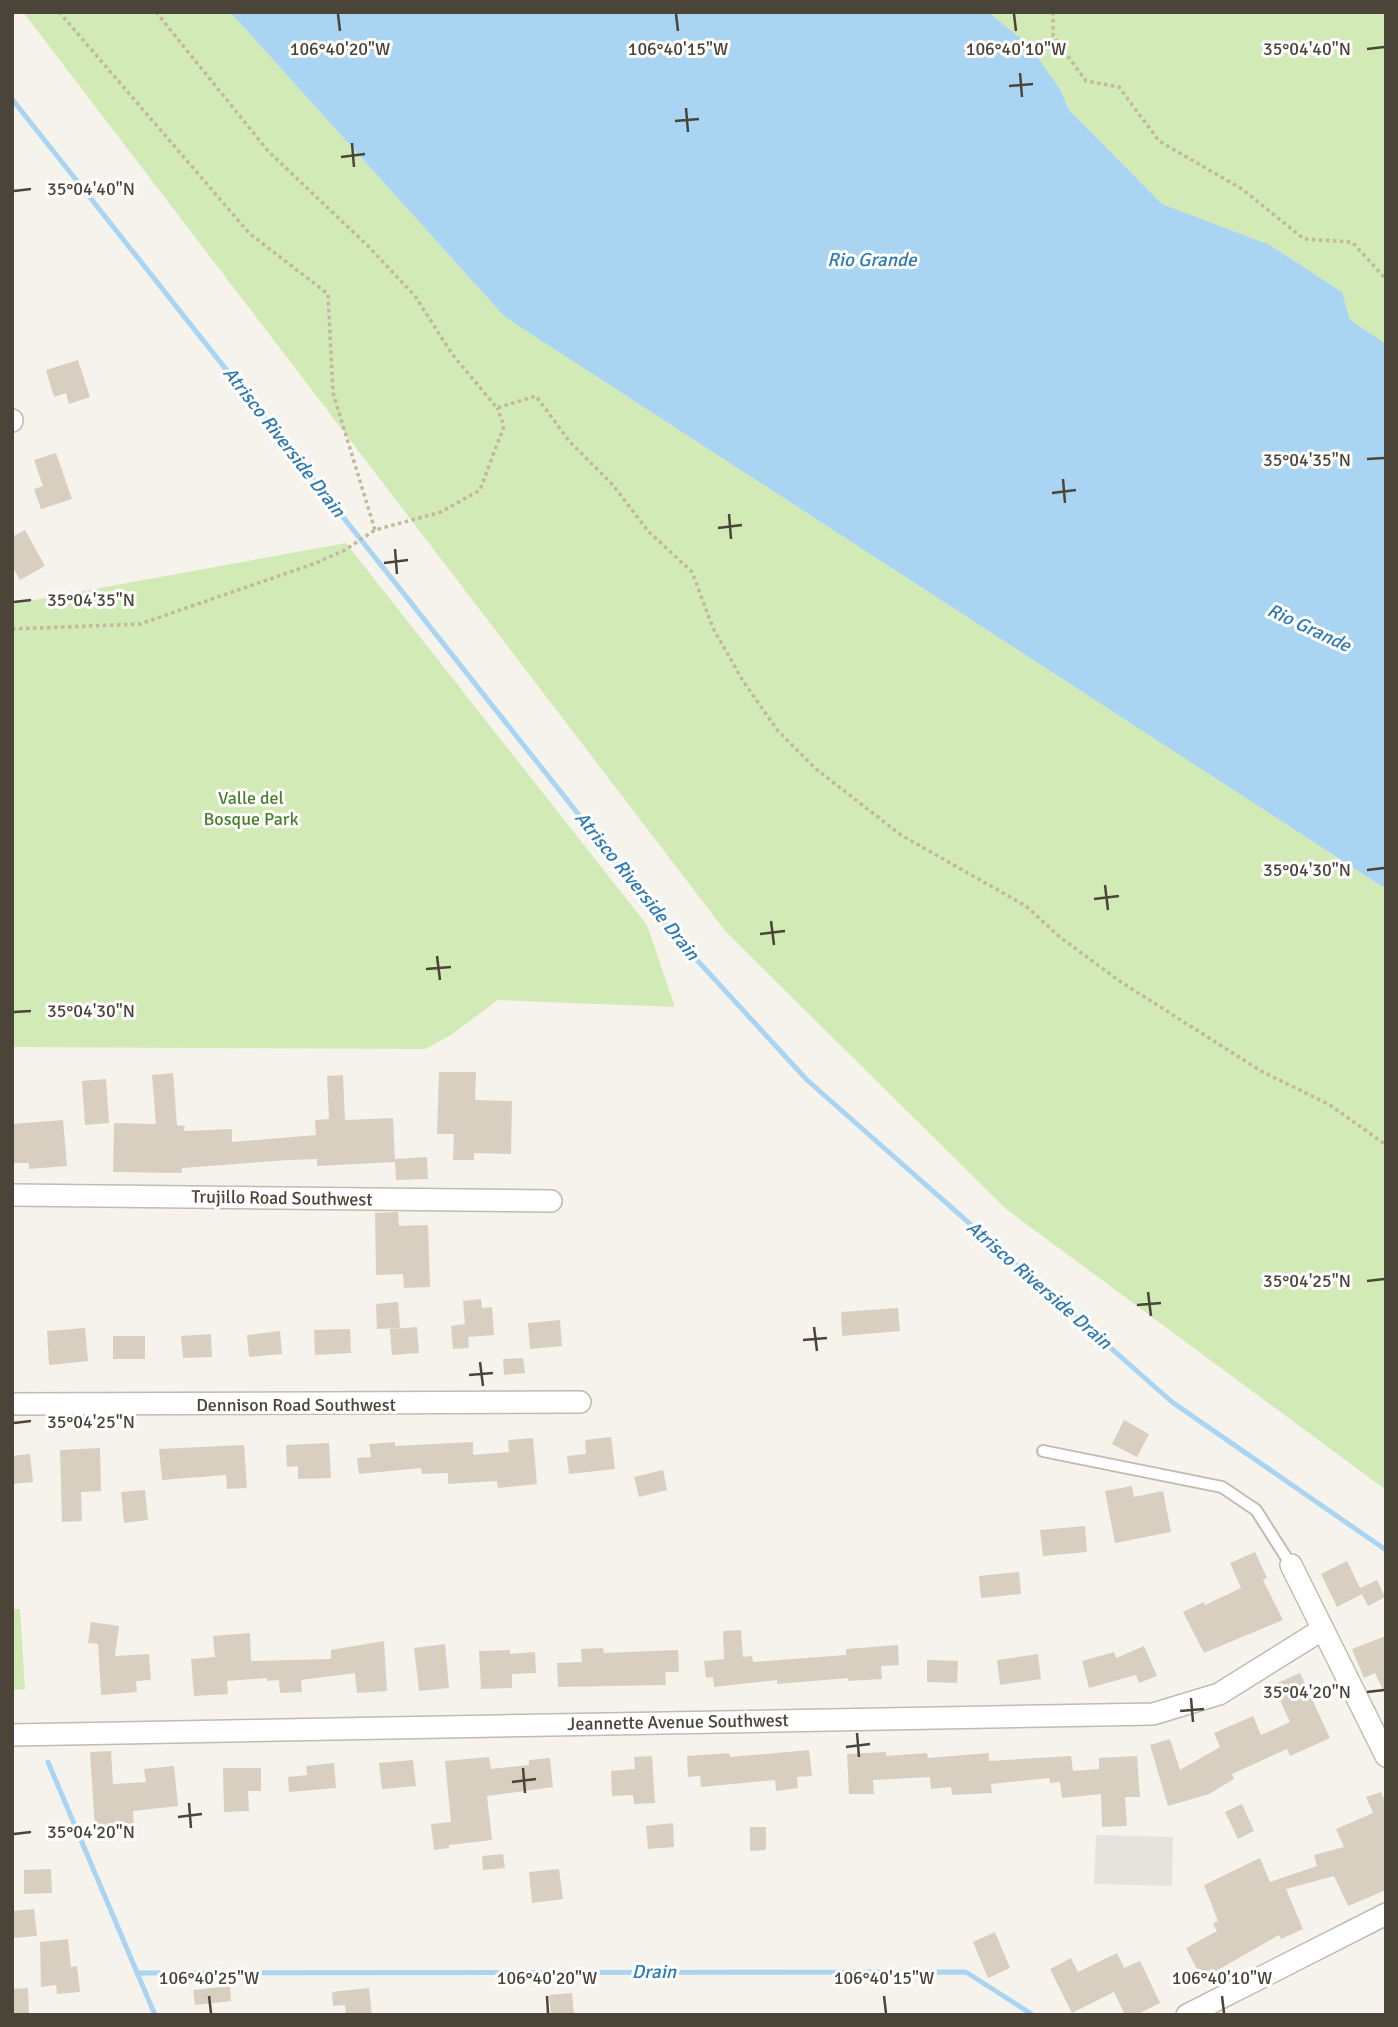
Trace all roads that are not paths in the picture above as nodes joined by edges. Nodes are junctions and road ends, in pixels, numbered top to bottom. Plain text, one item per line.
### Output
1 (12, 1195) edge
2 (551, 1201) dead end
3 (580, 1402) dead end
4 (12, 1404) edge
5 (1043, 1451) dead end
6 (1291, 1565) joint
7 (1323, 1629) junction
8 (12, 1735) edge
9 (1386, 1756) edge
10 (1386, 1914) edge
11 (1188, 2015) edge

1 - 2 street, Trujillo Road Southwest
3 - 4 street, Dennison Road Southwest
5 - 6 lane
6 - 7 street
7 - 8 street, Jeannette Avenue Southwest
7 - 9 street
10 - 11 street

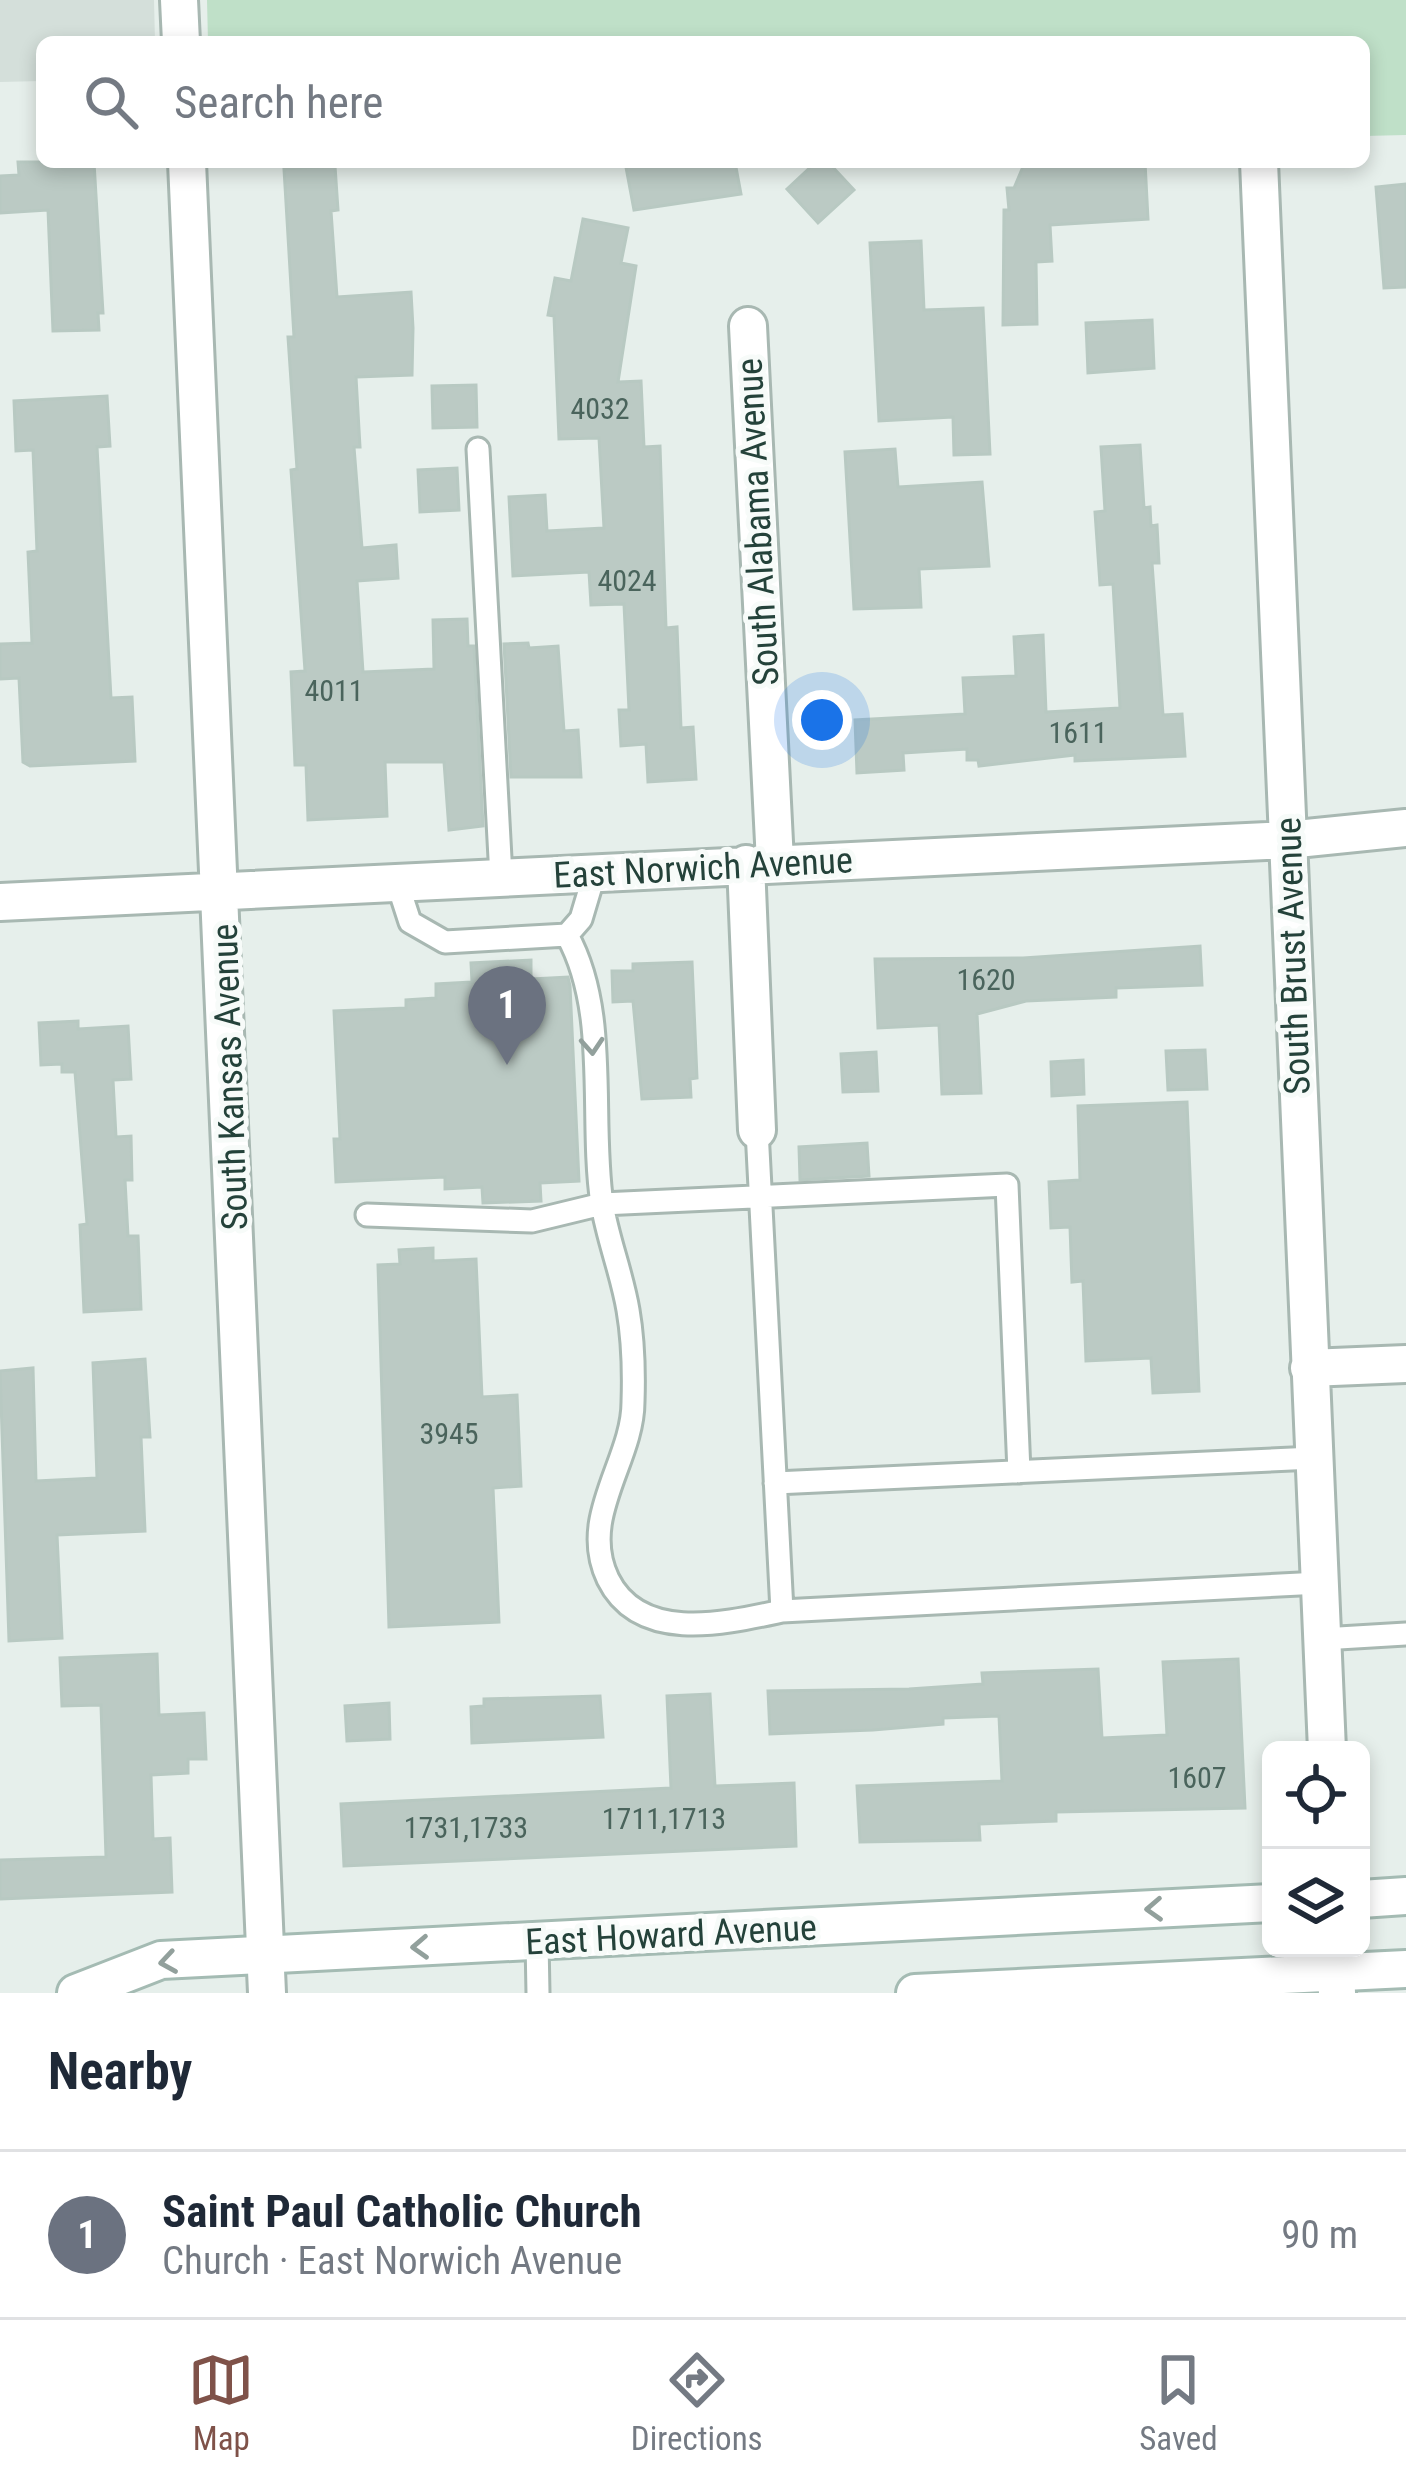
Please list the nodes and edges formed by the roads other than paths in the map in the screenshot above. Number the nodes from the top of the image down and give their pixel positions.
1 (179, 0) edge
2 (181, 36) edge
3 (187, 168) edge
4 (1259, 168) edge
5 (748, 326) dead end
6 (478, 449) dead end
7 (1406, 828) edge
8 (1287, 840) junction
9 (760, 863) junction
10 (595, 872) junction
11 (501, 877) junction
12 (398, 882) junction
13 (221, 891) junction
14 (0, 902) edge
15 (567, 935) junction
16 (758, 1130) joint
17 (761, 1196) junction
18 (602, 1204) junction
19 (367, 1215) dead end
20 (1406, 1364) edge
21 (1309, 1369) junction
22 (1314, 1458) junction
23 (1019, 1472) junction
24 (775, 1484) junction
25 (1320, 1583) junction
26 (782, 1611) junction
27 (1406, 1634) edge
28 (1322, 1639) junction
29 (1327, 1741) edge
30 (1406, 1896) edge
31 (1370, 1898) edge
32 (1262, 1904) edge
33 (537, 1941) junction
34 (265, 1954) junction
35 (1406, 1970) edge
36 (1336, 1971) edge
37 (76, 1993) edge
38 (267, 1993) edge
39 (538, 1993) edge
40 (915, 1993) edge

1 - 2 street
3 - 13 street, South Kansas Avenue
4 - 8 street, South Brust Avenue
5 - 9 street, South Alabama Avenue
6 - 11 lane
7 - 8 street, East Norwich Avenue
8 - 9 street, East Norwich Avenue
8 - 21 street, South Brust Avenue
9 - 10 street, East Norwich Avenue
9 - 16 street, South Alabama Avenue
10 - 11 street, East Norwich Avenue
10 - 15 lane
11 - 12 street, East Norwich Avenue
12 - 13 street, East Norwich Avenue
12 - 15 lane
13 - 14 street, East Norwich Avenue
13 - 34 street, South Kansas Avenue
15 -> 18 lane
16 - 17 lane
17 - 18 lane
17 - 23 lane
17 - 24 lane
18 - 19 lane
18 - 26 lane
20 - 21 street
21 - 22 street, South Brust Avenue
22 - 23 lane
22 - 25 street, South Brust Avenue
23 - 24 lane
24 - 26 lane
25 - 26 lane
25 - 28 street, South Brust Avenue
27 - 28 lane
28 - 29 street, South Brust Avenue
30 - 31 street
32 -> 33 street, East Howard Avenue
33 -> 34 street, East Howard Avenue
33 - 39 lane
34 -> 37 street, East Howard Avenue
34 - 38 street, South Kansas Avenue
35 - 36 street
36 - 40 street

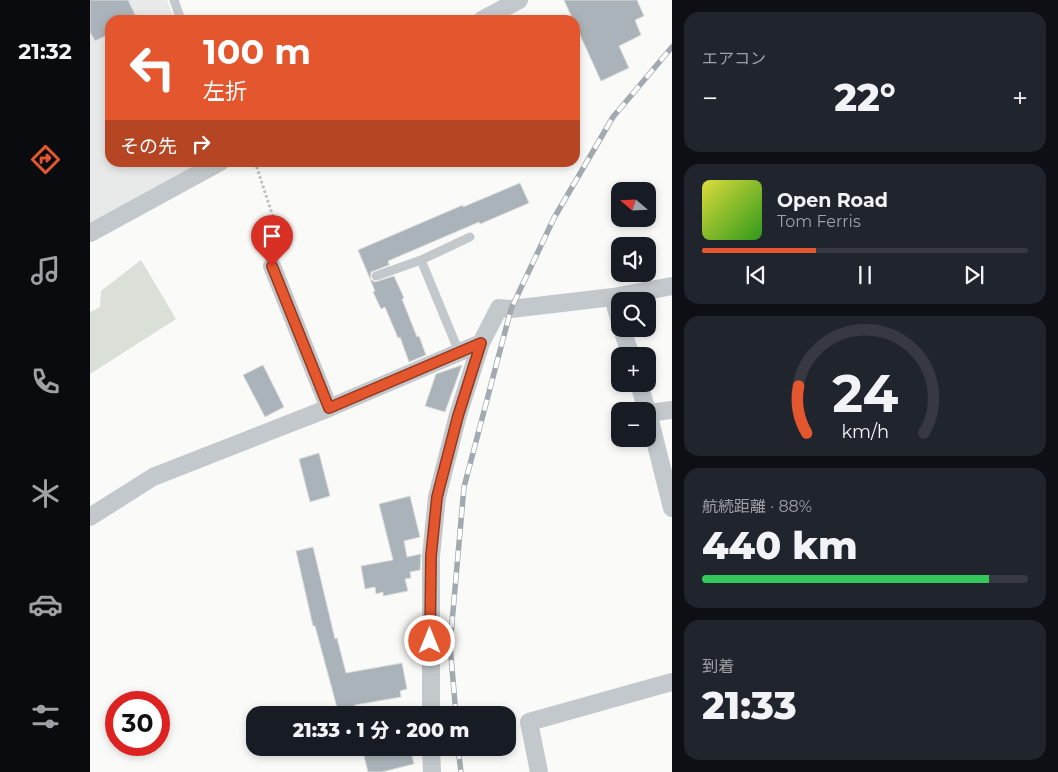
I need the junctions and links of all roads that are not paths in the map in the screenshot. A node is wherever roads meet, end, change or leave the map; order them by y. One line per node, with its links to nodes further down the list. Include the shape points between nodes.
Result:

◆ ◆ ◆ ◆

Using the material above, extract the line that contains "I need the junctions" and every line after it, exactly as given; stop at the last line.

I need the junctions and links of all roads that are not paths in the map in the screenshot. A node is wherever roads meet, end, change or leave the map; order them by y. One line per node, with its links to nodes further down the list. Include the shape points between nodes.
Result:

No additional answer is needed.